“Burst!” Review of Dietland, by Sarai Walker
Sarai Walker’s 2015 novel Dietlandis a rageful, thoughtful, and funny kick-in-the-nuts of the patriarchy, written with much artistry and awareness of feminist theory. (In her afterword, Walker calls out feminist philosopher Sandra Bartky—one of my grad school professors—as an influence.) This book was written before Trump’s presidential campaign and the reveal of his “grab ‘em by the pussy” philosophy, before the Harvey Weinstein scandal exploded and Tarana Burke’s decade-old hashtag was commissioned for wider use, before #Time’sUp, before Christine Blasey Ford’s charges of sexual assault against Brett Kavanaugh threw us all back again to the Anita Hill testimony against Clarence Thomas, before both Brittney Cooper and Rebecca Traister published their books about the rage of black women (Cooper’s Eloquent Rage) and of a broader, historical group of women (Traister’s Good and Mad), before Women’s Marches and pink hats and feminist women and men taking to the streets and others wakening to feminism. . . . Before all of that, this book came out, and then Marti Noxon adapted it for television—which is what got me to read it. Despite all those ‘befores,’ this is the perfect book for this moment. It follows Alicia “Plum” Kettle as she comes to terms with--and celebrates--who she is, rather than continue to yearn for the acceptance of a fat-shaming, misogynist culture that could never appreciate and love her. Walker also juxtaposes Plum’s story of internal, emotional work and her friends’ cultural projects against the violent anti-rape culture work of the vigilante group Jennifer, raising the question, what is the appropriate response to violent acts against women and a millennia long culture of violent misogyny?

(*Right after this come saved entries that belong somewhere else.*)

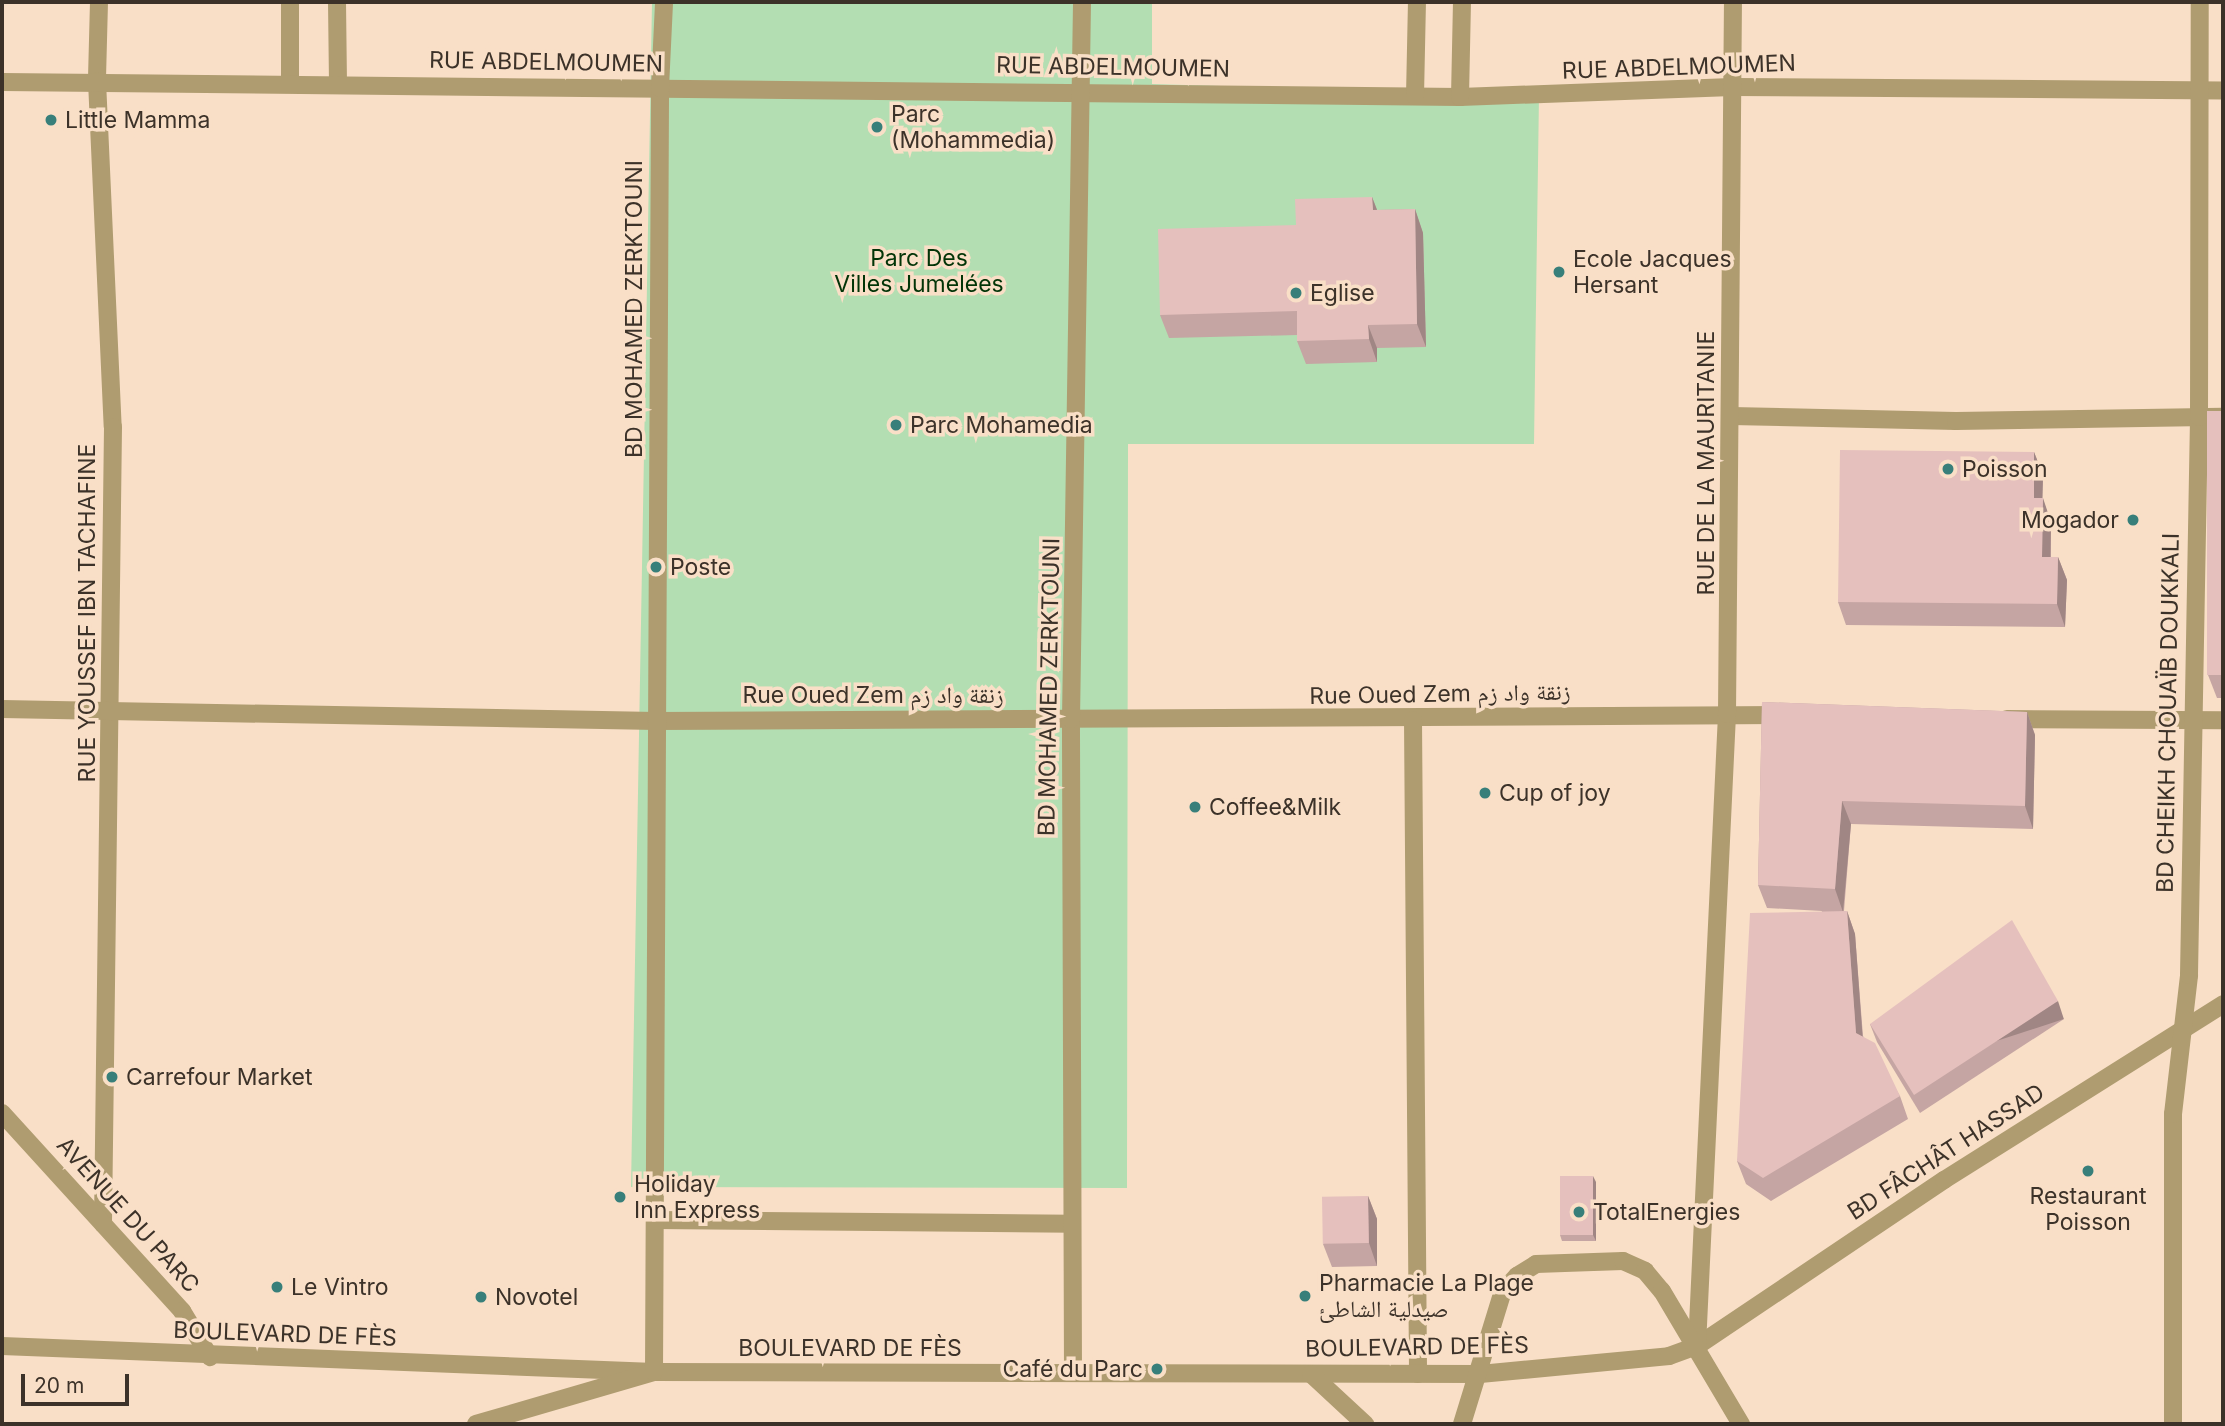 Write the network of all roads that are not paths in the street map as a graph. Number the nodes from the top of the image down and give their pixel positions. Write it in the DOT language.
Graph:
graph roads {
  1 [pos="99,2"];
  2 [pos="290,2"];
  3 [pos="337,2"];
  4 [pos="664,2"];
  5 [pos="1082,2"];
  6 [pos="1417,2"];
  7 [pos="1462,2"];
  8 [pos="1733,2"];
  9 [pos="2200,2"];
  10 [pos="97,81"];
  11 [pos="2,82"];
  12 [pos="290,83"];
  13 [pos="338,84"];
  14 [pos="1732,87"];
  15 [pos="660,88"];
  16 [pos="2200,89"];
  17 [pos="2223,90"];
  18 [pos="1082,91"];
  19 [pos="1415,96"];
  20 [pos="1460,97"];
  21 [pos="1731,416"];
  22 [pos="2199,417"];
  23 [pos="2223,417"];
  24 [pos="2,709"];
  25 [pos="111,709"];
  26 [pos="1727,714"];
  27 [pos="1810,715"];
  28 [pos="1071,719"];
  29 [pos="1987,719"];
  30 [pos="1413,720"];
  31 [pos="2223,720"];
  32 [pos="656,721"];
  33 [pos="2191,721"];
  34 [pos="2223,1004"];
  35 [pos="2183,1030"];
  36 [pos="2,1113"];
  37 [pos="655,1220"];
  38 [pos="103,1224"];
  39 [pos="1072,1224"];
  40 [pos="2,1346"];
  41 [pos="1697,1346"];
  42 [pos="210,1357"];
  43 [pos="654,1372"];
  44 [pos="1073,1373"];
  45 [pos="1311,1374"];
  46 [pos="1418,1374"];
  47 [pos="1480,1374"];
  48 [pos="476,1424"];
  49 [pos="1365,1424"];
  50 [pos="1462,1424"];
  51 [pos="1741,1424"];
  52 [pos="2173,1424"];
  1 -- 10 [label="street, RUE YOUSSEF IBN TACHAFINE"];
  2 -- 12 [label="street"];
  3 -- 13 [label="street"];
  4 -- 15 [label="street, BD MOHAMED ZERKTOUNI"];
  5 -- 18 [label="street, BD MOHAMED ZERKTOUNI"];
  6 -- 19 [label="street"];
  7 -- 20 [label="street"];
  8 -- 14 [label="street, RUE DE LA MAURITANIE"];
  9 -- 16 [label="street, BD CHEIKH CHOUAÏB DOUKKALI"];
  10 -- 11 [label="street, RUE ABDELMOUMEN"];
  10 -- 12 [label="street, RUE ABDELMOUMEN"];
  10 -- 25 [label="street, RUE YOUSSEF IBN TACHAFINE"];
  12 -- 13 [label="street, RUE ABDELMOUMEN"];
  13 -- 15 [label="street, RUE ABDELMOUMEN"];
  14 -- 16 [label="street, RUE ABDELMOUMEN"];
  14 -- 20 [label="street, RUE ABDELMOUMEN"];
  14 -- 21 [label="street, RUE DE LA MAURITANIE"];
  15 -- 18 [label="street, RUE ABDELMOUMEN"];
  15 -- 32 [label="street, BD MOHAMED ZERKTOUNI"];
  16 -- 17 [label="street, RUE ABDELMOUMEN"];
  16 -- 22 [label="street, BD CHEIKH CHOUAÏB DOUKKALI"];
  18 -- 19 [label="street, RUE ABDELMOUMEN"];
  18 -- 28 [label="street, BD MOHAMED ZERKTOUNI"];
  19 -- 20 [label="street, RUE ABDELMOUMEN"];
  21 -- 22 [label="street"];
  21 -- 26 [label="street, RUE DE LA MAURITANIE"];
  22 -- 23 [label="street"];
  22 -- 33 [label="street, BD CHEIKH CHOUAÏB DOUKKALI"];
  24 -- 25 [label="street, Rue Oued Zem زنقة واد زم"];
  25 -- 32 [label="street, Rue Oued Zem زنقة واد زم"];
  25 -- 38 [label="street, RUE YOUSSEF IBN TACHAFINE"];
  26 -- 27 [label="street, Rue Oued Zem زنقة واد زم"];
  26 -- 30 [label="street, Rue Oued Zem زنقة واد زم"];
  26 -- 41 [label="street, RUE DE LA MAURITANIE"];
  28 -- 30 [label="street, Rue Oued Zem زنقة واد زم"];
  28 -- 32 [label="street, Rue Oued Zem زنقة واد زم"];
  28 -- 39 [label="street, BD MOHAMED ZERKTOUNI"];
  29 -- 33 [label="street"];
  30 -- 46 [label="street"];
  31 -- 33 [label="street"];
  32 -- 37 [label="street, BD MOHAMED ZERKTOUNI"];
  33 -- 35 [label="street, BD CHEIKH CHOUAÏB DOUKKALI"];
  34 -- 35 [label="street, BD FÂCHÂT HASSAD"];
  35 -- 41 [label="street, BD FÂCHÂT HASSAD"];
  35 -- 52 [label="street, BD CHEIKH CHOUAÏB DOUKKALI"];
  36 -- 38 [label="street, AVENUE DU PARC"];
  37 -- 39 [label="street"];
  37 -- 43 [label="street, BD MOHAMED ZERKTOUNI"];
  38 -- 42 [label="street, AVENUE DU PARC"];
  39 -- 44 [label="street, BD MOHAMED ZERKTOUNI"];
  40 -- 42 [label="street, BOULEVARD DE FÈS"];
  41 -- 47 [label="street, BOULEVARD DE FÈS"];
  41 -- 47 [label="street"];
  41 -- 51 [label="street"];
  42 -- 43 [label="street, BOULEVARD DE FÈS"];
  43 -- 44 [label="street, BOULEVARD DE FÈS"];
  43 -- 48 [label="street"];
  44 -- 45 [label="street, BOULEVARD DE FÈS"];
  45 -- 46 [label="street, BOULEVARD DE FÈS"];
  45 -- 49 [label="street"];
  46 -- 47 [label="street, BOULEVARD DE FÈS"];
  47 -- 50 [label="street"];
}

Working as a ghost-writer for a teen beauty magazine, fronting for a skinny, caustic woman who won’t even let the very heavy Plum have space in the office, she receives a mysterious summons to the basement Beauty Closet run by Julia, who—we discover later—is actually working on an expose of the beauty industry, seeking to undermine it. She also is gifted with the book Dietlandby Verena Baptist, daughter of the late diet plan mogul whose Baptist Plan Plum used to be a devotee of. Verena destroys her mother’s empire and ideology and uses her fortune to run a feminist collective of women working to fight the patriarchy in a variety of non-violent ways. Among those Calliope House supports is the former teen TV star, Marlowe, who threw it all in to live her life looking the way she wants to look and wrote a book called Fuckability Theoryafter TV execs fired her for cutting her hair and gaining weight. To remind her of what she was told by a man in her last television meeting, she sports a tattoo that declares, “women don’t want to beyou, men don’t want to fuck you” (137). While going through Verena’s and Marlowe’s “New Baptist Plan” for her, Plum wrestles with whether to give up her planned gastric surgery and life of starving herself and start living on her own terms: “I was hungry for everything, for food and for life. It was odd to think that a pill could take that away, or that I had ever wanted it to” (213).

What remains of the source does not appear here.